How do proteins perform so many diverse functions? They do so by exploiting a few simple activities. Most fundamentally, proteins bind—to one another, to other macromolecules such as DNA, and to small molecules and ions. In many cases, such binding induces a conformational change (a change in the three-dimensional structure) in the protein and thus influences its activity. Binding is based on molecular complementarity between a protein and its binding partner, as described in Chapter 2. A second key activity is enzymatic catalysis. Appropriate folding of a protein will place some amino acid side chains and some carboxyl and amino groups of its backbone into positions that permit the catalysis of covalent bond rearrangements. A third activity is folding into a channel or pore within a membrane through which molecules and ions can flow. Although these are especially crucial protein activities, they are not the only ones. For example, fish that live in frigid waters—the Antarctic borchs and Arctic cods—have antifreeze proteins in their circulatory systems to prevent water crystallization.

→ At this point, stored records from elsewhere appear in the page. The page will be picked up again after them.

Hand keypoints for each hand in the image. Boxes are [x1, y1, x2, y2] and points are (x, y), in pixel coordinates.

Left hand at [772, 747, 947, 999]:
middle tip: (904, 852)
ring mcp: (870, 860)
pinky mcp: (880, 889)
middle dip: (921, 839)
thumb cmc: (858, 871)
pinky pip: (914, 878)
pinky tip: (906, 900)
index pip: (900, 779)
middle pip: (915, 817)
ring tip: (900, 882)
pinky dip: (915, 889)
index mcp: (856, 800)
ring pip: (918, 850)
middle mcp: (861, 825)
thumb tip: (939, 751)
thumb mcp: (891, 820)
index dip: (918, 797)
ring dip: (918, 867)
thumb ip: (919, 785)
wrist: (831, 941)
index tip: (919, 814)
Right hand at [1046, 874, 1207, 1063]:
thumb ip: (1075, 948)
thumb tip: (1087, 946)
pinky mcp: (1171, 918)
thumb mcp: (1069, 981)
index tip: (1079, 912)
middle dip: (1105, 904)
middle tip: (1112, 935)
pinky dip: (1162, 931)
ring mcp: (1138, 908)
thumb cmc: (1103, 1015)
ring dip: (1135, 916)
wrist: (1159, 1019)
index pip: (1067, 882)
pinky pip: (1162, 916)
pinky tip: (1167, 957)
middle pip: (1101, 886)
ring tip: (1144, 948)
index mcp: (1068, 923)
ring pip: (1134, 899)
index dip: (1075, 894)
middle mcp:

A complete understanding of how proteins permit cells to live and thrive requires the identification and characterization of all the proteins used by a cell. In a sense, molecular cell biologists want to compile a complete protein “parts list” and construct a “user’s manual” that describes how these proteins work. Compiling a comprehensive inventory of proteins has become feasible in recent years with the sequencing of the entire genomes—complete sets of genes—of more and more organisms. From a computer analysis of a genome’s sequence, researchers can deduce the amino acid sequences and approximate number of the proteins it encodes (see Chapter 6). The term proteome was coined to refer to the entire protein complement of an organism. The human genome contains some 20,000–23,000 genes that encode proteins. However, variations in mRNA production, such as alternative splicing (see Chapter 10), and more than a hundred types of protein modifications may generate hundreds of thousands of distinct human proteins. By comparing the sequences and structures of proteins of unknown function with those of proteins of known function, scientists can often deduce much about what the unknown proteins do. In the past, characterization of protein function by genetic, biochemical, or physiological methods often preceded the identification of particular proteins. In the modern genomic and proteomic era, a protein is usually identified before its function is determined.

In this chapter, we begin our study of how the structure of a protein gives rise to its function, a theme that recurs throughout this book (Figure 3-1). The first section examines how linear chains of amino acid building blocks are arranged in a three-dimensional structural hierarchy. The next section discusses how proteins fold into these structures. We then turn to protein function, focusing on enzymes, those proteins that catalyze chemical reactions. Various mechanisms that cells use to control the activities and life spans of proteins are covered next. The chapter concludes with a discussion of commonly used techniques for identifying, isolating, and characterizing proteins, and a discussion of the burgeoning field of proteomics.

69

image
FIGURE 3-1 Overview of protein structure and function. (a) Proteins have a hierarchical structure. A polypeptide’s linear sequence of amino acids linked by peptide bonds (primary structure) folds into local helices or sheets (secondary structure) that pack into a complex three-dimensional shape (tertiary structure). Some individual polypeptides associate into multichain complexes (quaternary structure), which in some cases can be very large, consisting of tens to hundreds of subunits (supramolecular complexes). (b) Proteins perform numerous functions, including organizing the genome, organelles, cytoplasm, protein complexes, and membranes in three-dimensional space (structure); controlling protein activity (regulation); monitoring the environment and transmitting information (signaling); moving small molecules and ions across membranes (transport); catalyzing chemical reactions (via enzymes); and generating force for movement (via motor proteins). These functions and others arise from specific binding interactions and conformational changes in the structure of a properly folded protein.